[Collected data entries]

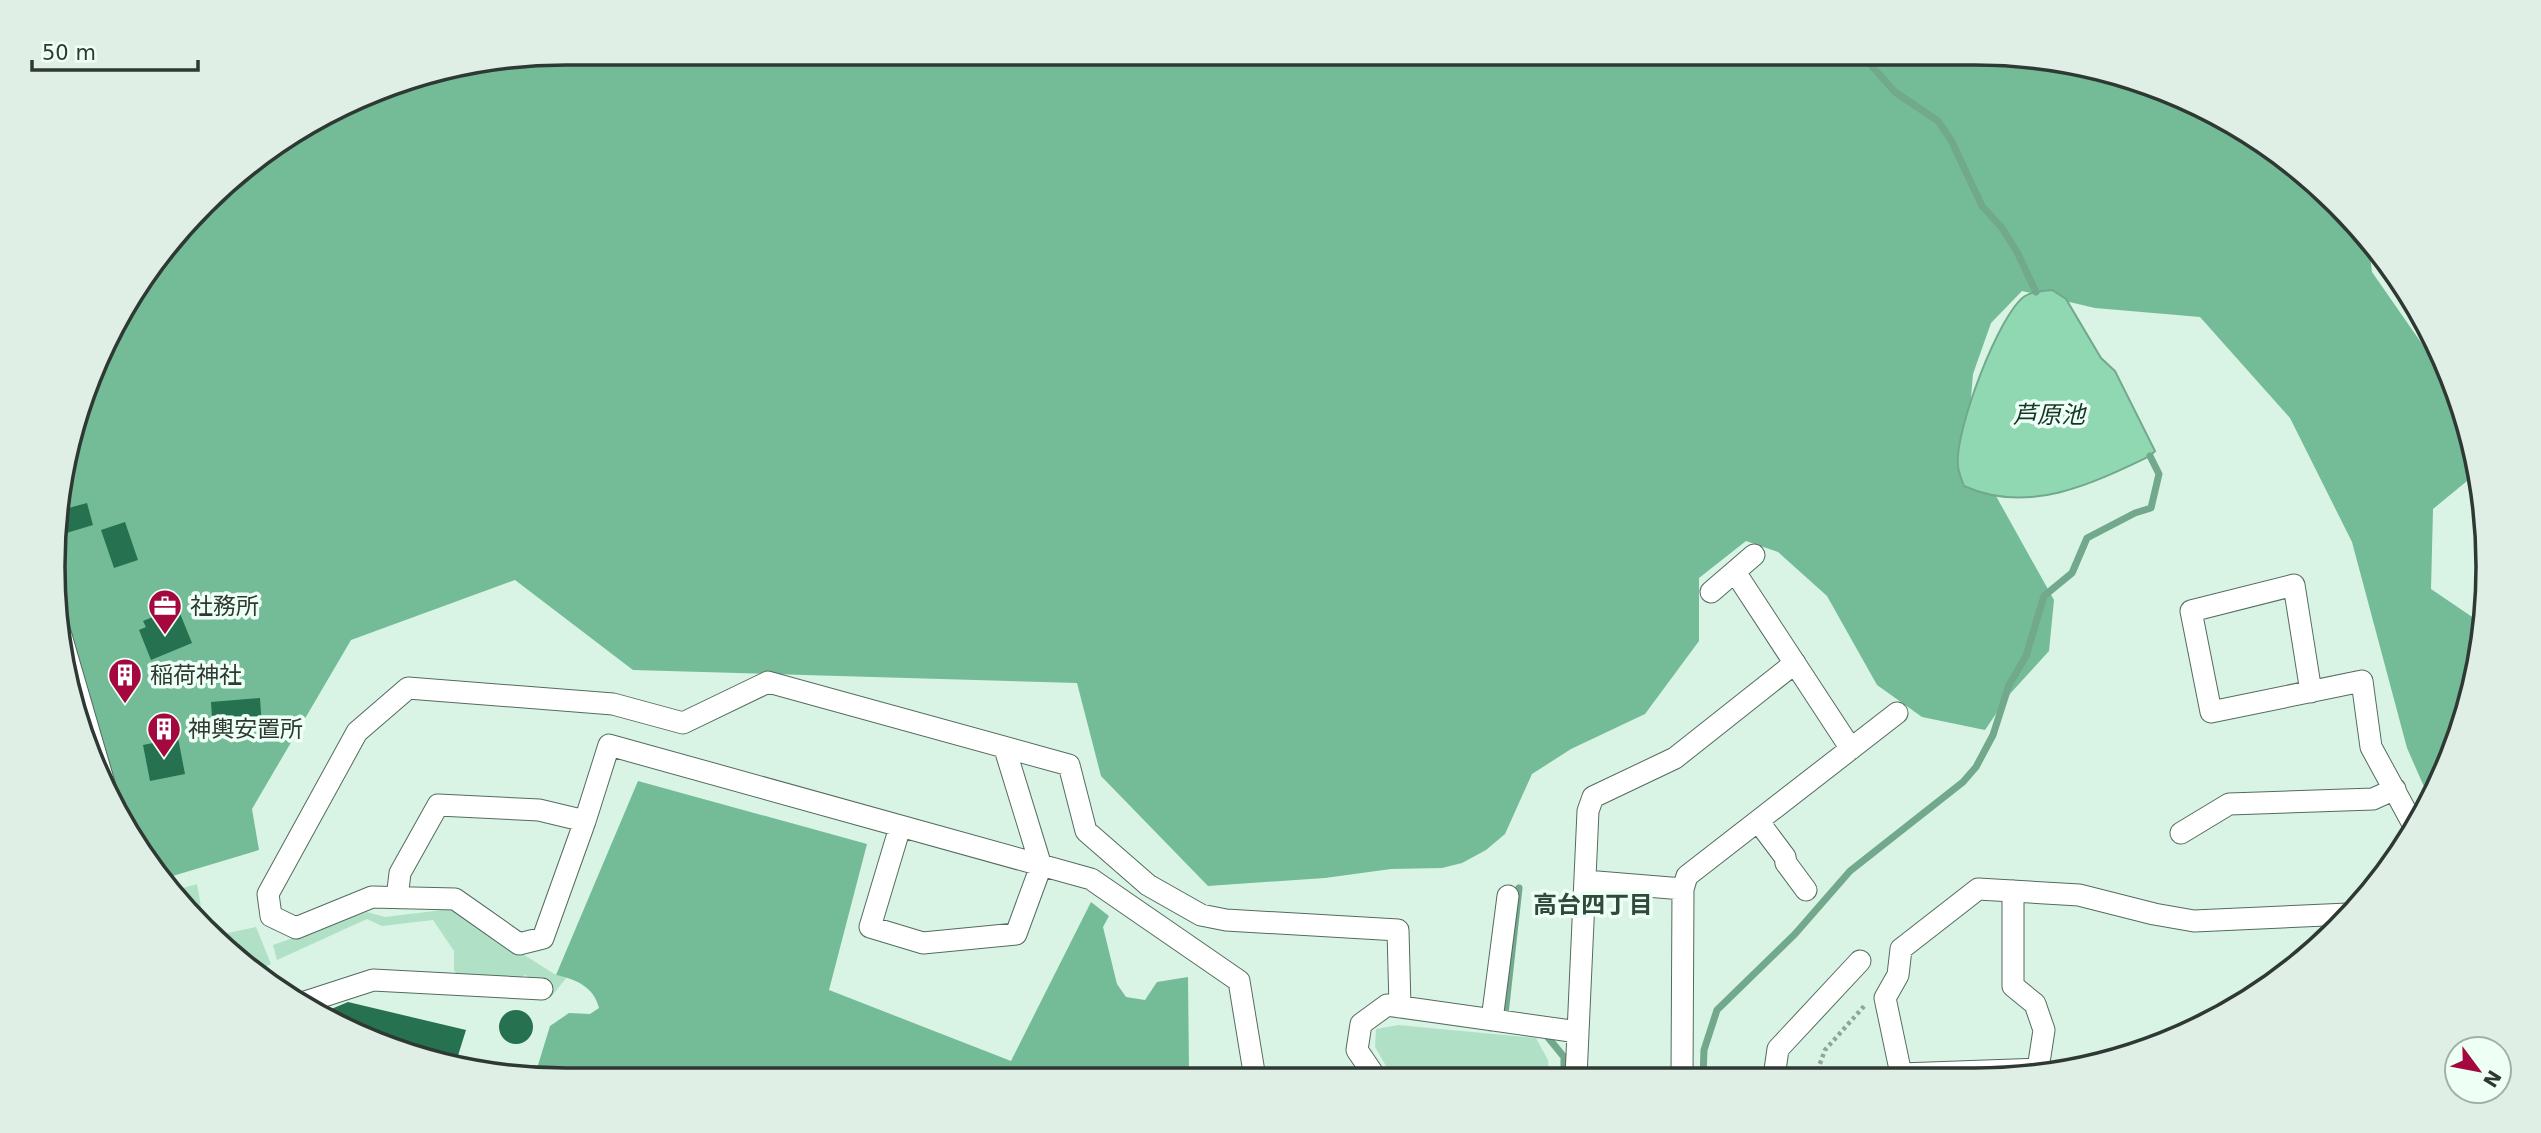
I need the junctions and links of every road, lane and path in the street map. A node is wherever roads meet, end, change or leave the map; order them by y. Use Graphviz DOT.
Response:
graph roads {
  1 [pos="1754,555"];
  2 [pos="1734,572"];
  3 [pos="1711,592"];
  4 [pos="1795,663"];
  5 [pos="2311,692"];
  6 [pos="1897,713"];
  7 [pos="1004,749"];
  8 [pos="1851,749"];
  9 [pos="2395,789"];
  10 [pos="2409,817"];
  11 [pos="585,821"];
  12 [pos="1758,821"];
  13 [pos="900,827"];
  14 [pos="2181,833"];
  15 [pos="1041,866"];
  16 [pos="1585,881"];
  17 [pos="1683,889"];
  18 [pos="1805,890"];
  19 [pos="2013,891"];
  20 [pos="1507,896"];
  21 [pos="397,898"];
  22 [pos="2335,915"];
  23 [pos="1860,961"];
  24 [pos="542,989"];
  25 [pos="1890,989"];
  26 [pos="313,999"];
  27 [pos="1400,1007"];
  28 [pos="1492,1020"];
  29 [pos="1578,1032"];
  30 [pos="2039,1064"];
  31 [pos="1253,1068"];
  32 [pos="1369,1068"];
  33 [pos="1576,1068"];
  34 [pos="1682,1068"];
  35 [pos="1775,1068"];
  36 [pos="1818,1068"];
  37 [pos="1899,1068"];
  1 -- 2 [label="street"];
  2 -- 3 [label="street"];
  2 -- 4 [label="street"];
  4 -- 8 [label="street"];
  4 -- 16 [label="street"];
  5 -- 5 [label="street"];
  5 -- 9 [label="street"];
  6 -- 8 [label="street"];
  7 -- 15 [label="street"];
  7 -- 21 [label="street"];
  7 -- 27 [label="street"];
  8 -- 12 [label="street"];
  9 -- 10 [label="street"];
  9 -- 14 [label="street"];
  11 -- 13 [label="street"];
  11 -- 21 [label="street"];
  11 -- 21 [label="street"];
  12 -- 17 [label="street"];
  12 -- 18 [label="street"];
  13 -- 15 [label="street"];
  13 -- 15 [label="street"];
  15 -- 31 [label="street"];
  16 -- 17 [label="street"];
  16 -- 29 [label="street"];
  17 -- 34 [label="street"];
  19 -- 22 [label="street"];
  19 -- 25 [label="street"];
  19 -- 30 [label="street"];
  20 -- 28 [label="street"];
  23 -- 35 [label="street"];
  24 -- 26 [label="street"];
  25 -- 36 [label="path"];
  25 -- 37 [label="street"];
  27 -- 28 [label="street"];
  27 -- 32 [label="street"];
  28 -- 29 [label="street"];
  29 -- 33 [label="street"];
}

◆ **Try it**
Although the entries contain pictures, reproduce only the rest, exactly as written.

◆ **Task response**
I need the junctions and links of every road, lane and path in the street map. A node is wherever roads meet, end, change or leave the map; order them by y. Use Graphviz DOT.
Response:
graph roads {
  1 [pos="1754,555"];
  2 [pos="1734,572"];
  3 [pos="1711,592"];
  4 [pos="1795,663"];
  5 [pos="2311,692"];
  6 [pos="1897,713"];
  7 [pos="1004,749"];
  8 [pos="1851,749"];
  9 [pos="2395,789"];
  10 [pos="2409,817"];
  11 [pos="585,821"];
  12 [pos="1758,821"];
  13 [pos="900,827"];
  14 [pos="2181,833"];
  15 [pos="1041,866"];
  16 [pos="1585,881"];
  17 [pos="1683,889"];
  18 [pos="1805,890"];
  19 [pos="2013,891"];
  20 [pos="1507,896"];
  21 [pos="397,898"];
  22 [pos="2335,915"];
  23 [pos="1860,961"];
  24 [pos="542,989"];
  25 [pos="1890,989"];
  26 [pos="313,999"];
  27 [pos="1400,1007"];
  28 [pos="1492,1020"];
  29 [pos="1578,1032"];
  30 [pos="2039,1064"];
  31 [pos="1253,1068"];
  32 [pos="1369,1068"];
  33 [pos="1576,1068"];
  34 [pos="1682,1068"];
  35 [pos="1775,1068"];
  36 [pos="1818,1068"];
  37 [pos="1899,1068"];
  1 -- 2 [label="street"];
  2 -- 3 [label="street"];
  2 -- 4 [label="street"];
  4 -- 8 [label="street"];
  4 -- 16 [label="street"];
  5 -- 5 [label="street"];
  5 -- 9 [label="street"];
  6 -- 8 [label="street"];
  7 -- 15 [label="street"];
  7 -- 21 [label="street"];
  7 -- 27 [label="street"];
  8 -- 12 [label="street"];
  9 -- 10 [label="street"];
  9 -- 14 [label="street"];
  11 -- 13 [label="street"];
  11 -- 21 [label="street"];
  11 -- 21 [label="street"];
  12 -- 17 [label="street"];
  12 -- 18 [label="street"];
  13 -- 15 [label="street"];
  13 -- 15 [label="street"];
  15 -- 31 [label="street"];
  16 -- 17 [label="street"];
  16 -- 29 [label="street"];
  17 -- 34 [label="street"];
  19 -- 22 [label="street"];
  19 -- 25 [label="street"];
  19 -- 30 [label="street"];
  20 -- 28 [label="street"];
  23 -- 35 [label="street"];
  24 -- 26 [label="street"];
  25 -- 36 [label="path"];
  25 -- 37 [label="street"];
  27 -- 28 [label="street"];
  27 -- 32 [label="street"];
  28 -- 29 [label="street"];
  29 -- 33 [label="street"];
}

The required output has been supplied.